The book description on the Apress website as well as Amazon seems to be a bit limited compared to the book’s table of contents, although the authors’ descriptions are thorough. Below is the table of contents for the book:
I DBA Fundamentals
1 Battle Against Any Guess – Alex Gorbachev
2 A Partly-cloudy Future – Jeremiah Wilton
3 Developing A Performance Optimization Method – Connie Green, Graham Wood, Uri Shaft
4 The DBA as Designer – Melanie Caffrey
II Network and Operating Systems
5 Running Oracle on Windows – Niall Litchfield
III SQL and PL/SQL
6 Managing SQL Performance – Karen Morton
7 PL/SQL and the CBO – Joze Senegacnik
IV Performance Optimization Methods
8 Understanding Performance Optimization Methods – Charles Hooper & Randolf Geist
9 Choosing a Performance Optimization Method – Randolf Geist & Charles Hooper
IV Operational Concerns
10 Managing the Very Large Database – Tim Gorman
11 Statistics Collection and Creation – Jonathan Lewis
12 Troubleshooting Latch Contention – Riyaj Shamsudeen
13 Measuring for Robust Performance – Robyn Sands
14 Securing Users – Pete Finnigan
15 Securing Data – Pete Finnigan
May 7, 2010:
An independent review of the Expert Oracle Practices book appeared in the May 2010 edition of the NoCOUG Journal, written by Dave Abercrombie (the same reviewer posted a short review on Amazon’s website). The review is thorough, and covers items that were missed in my brief chapter summaries that are below. Most of chapter 1, as well as an interview with the author of chapter 1, also appeared in the NoCOUG Journal.

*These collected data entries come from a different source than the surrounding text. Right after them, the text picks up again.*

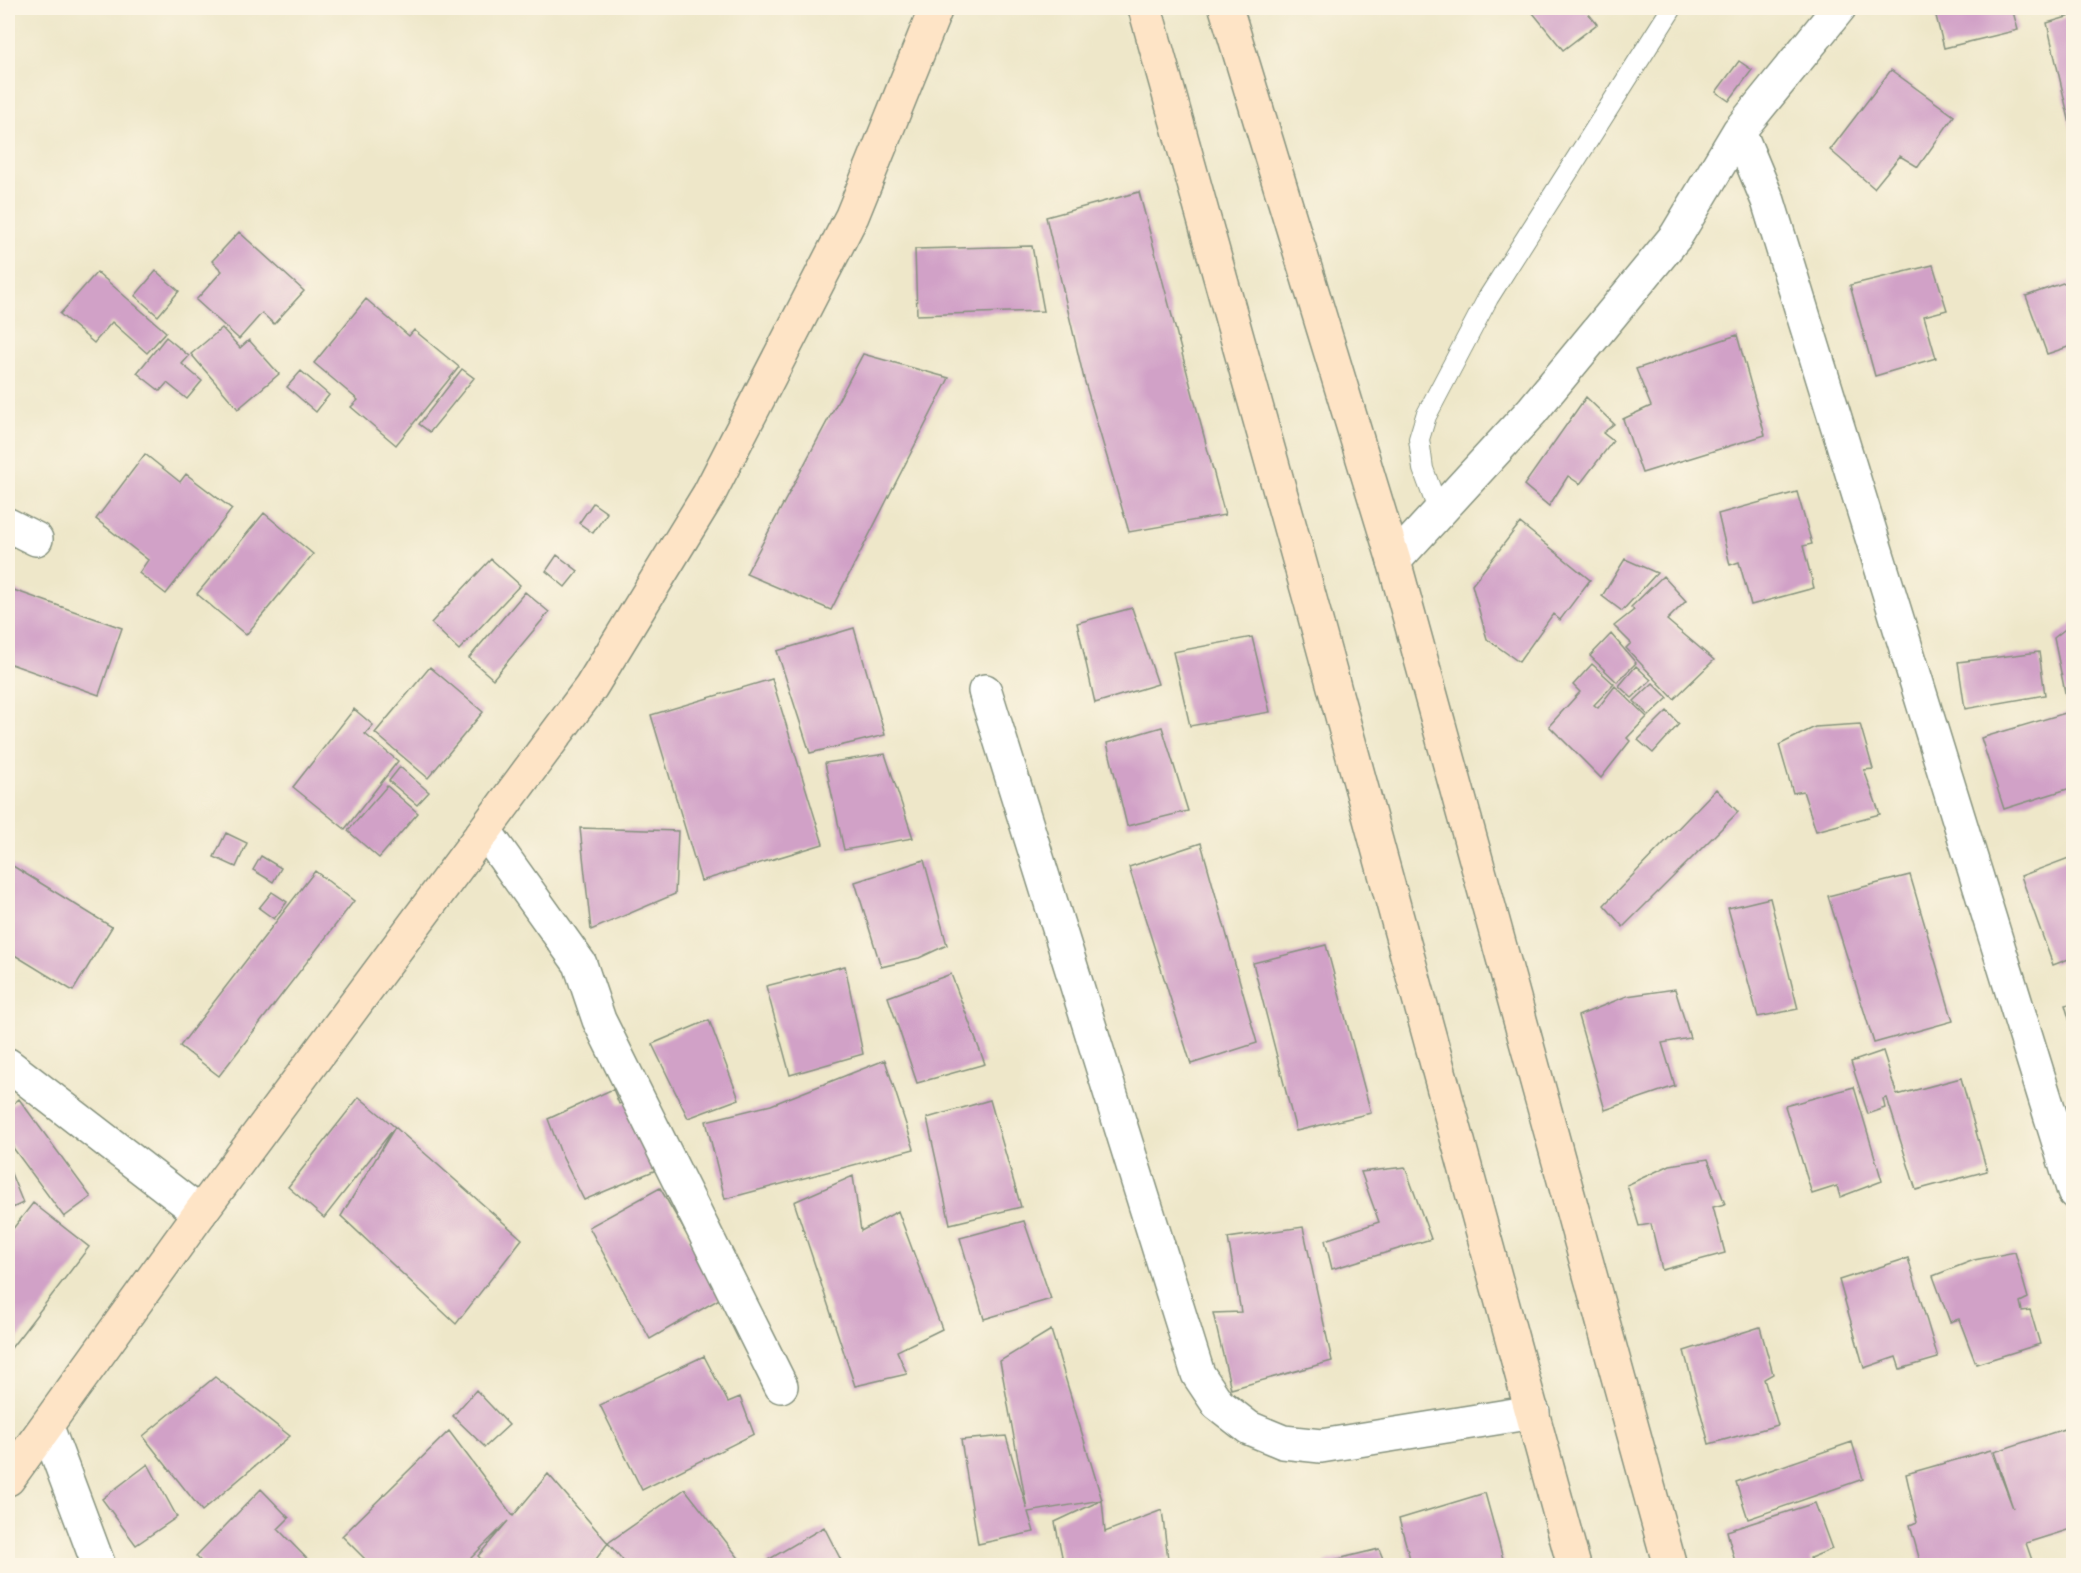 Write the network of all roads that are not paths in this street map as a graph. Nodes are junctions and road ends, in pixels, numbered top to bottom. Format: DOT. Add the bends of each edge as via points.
graph roads {
  1 [pos="936,8"];
  2 [pos="1145,8"];
  3 [pos="1226,8"];
  4 [pos="1672,8"];
  5 [pos="1839,8"];
  6 [pos="1739,131"];
  7 [pos="1439,512"];
  8 [pos="8,525"];
  9 [pos="36,539"];
  10 [pos="1394,561"];
  11 [pos="985,691"];
  12 [pos="485,831"];
  13 [pos="8,1065"];
  14 [pos="2073,1192"];
  15 [pos="201,1213"];
  16 [pos="781,1386"];
  17 [pos="1533,1412"];
  18 [pos="47,1427"];
  19 [pos="8,1479"];
  20 [pos="99,1566"];
  21 [pos="1574,1566"];
  22 [pos="1670,1566"];
  1 -- 12 [label="street" via="852,216 709,494 591,687"];
  2 -- 17 [label="street"];
  3 -- 10 [label="street"];
  4 -- 7 [label="lane" via="1488,298 1426,416 1419,439 1423,470"];
  5 -- 6 [label="street"];
  6 -- 7 [label="street" via="1676,236 1532,411"];
  6 -- 14 [label="street" via="1771,212"];
  7 -- 10 [label="street"];
  8 -- 9 [label="street"];
  10 -- 22 [label="street"];
  11 -- 17 [label="street" via="1198,1374 1218,1404 1249,1428 1283,1443 1321,1446"];
  12 -- 15 [label="street"];
  12 -- 16 [label="street" via="580,964 599,1020"];
  13 -- 15 [label="street"];
  15 -- 18 [label="street"];
  17 -- 21 [label="street"];
  18 -- 19 [label="street"];
  18 -- 20 [label="street"];
}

Late follow-up (January 1, 2010):
I ordered a copy of the “Expert Oracle Practices: Oracle Database Administration from the Oak Table” book from Amazon in the middle of November. Today I bought an “Alpha” copy of the book from the Apress site so that I would have an opportunity to read the other chapters in the book (and so that I could have an electronic copy of the completed book). The “Alpha” copy of the book is a formatting mine-field – the victim of Microsoft Word “auto-correcting” document styles, missing mono-spaced fonts in the code sections, and yellow highlighter all over a couple of the chapters (there is a reason for the yellow highlighter all over our two chapters – the cyan highlighter was too hard on the eyes). The “Alpha” copy, at least for the two chapters that Randolf and I wrote, was captured just before we had an opportunity to address the concerns of the second editor (correction – the technical reviewer had made comments previously, the “Alpha” copy was captured before we had an opportunity to address the concerns of the first editor of the chapters – portions of the chapters were modified heavily based on his feedback) – there were three more rounds of technical edits after those concerns were addressed. Don’t let the rough edges of the “Alpha” copy color your opinion of the finished product.
Late follow-up (Jan 3-28, Feb 12, 14, 16, Mar 21 2010):
Below are descriptions of each chapter of the book.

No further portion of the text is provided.